-- BRIEF --
The answer must consist of each line below that holds the word "lists", copied as it stands.

-- RECORDS SHOWN --

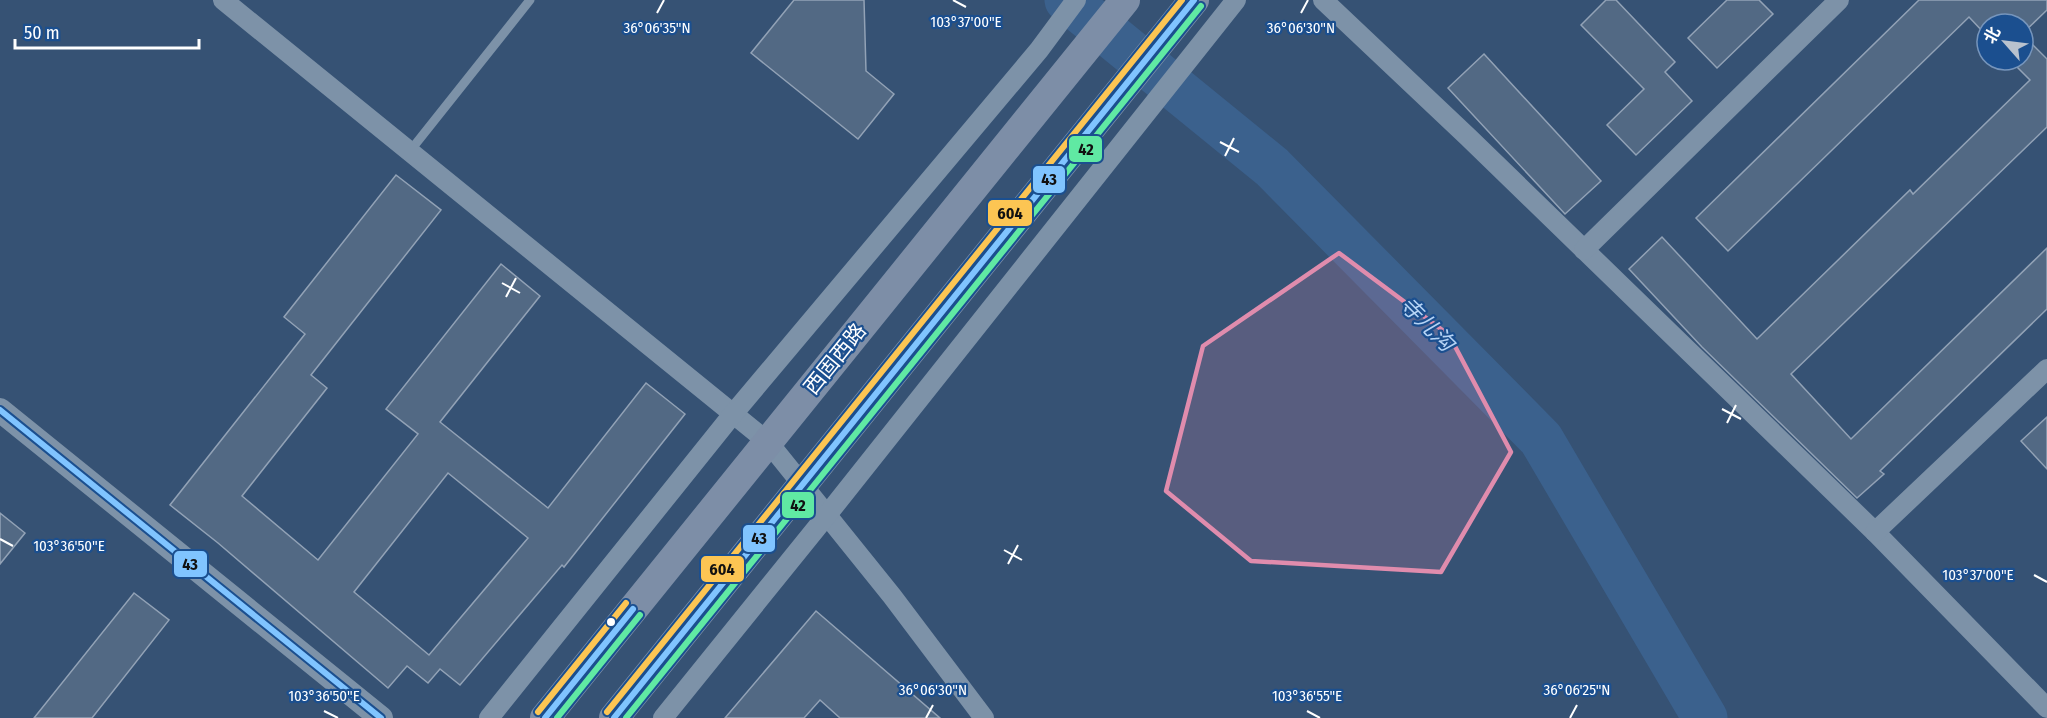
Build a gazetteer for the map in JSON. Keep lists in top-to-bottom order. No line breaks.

==

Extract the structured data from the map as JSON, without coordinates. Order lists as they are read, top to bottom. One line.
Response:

-- ANSWER FOR THE TASK --
Build a gazetteer for the map in JSON. Keep lists in top-to-bottom order. No line breaks.
Extract the structured data from the map as JSON, without coordinates. Order lists as they are read, top to bottom. One line.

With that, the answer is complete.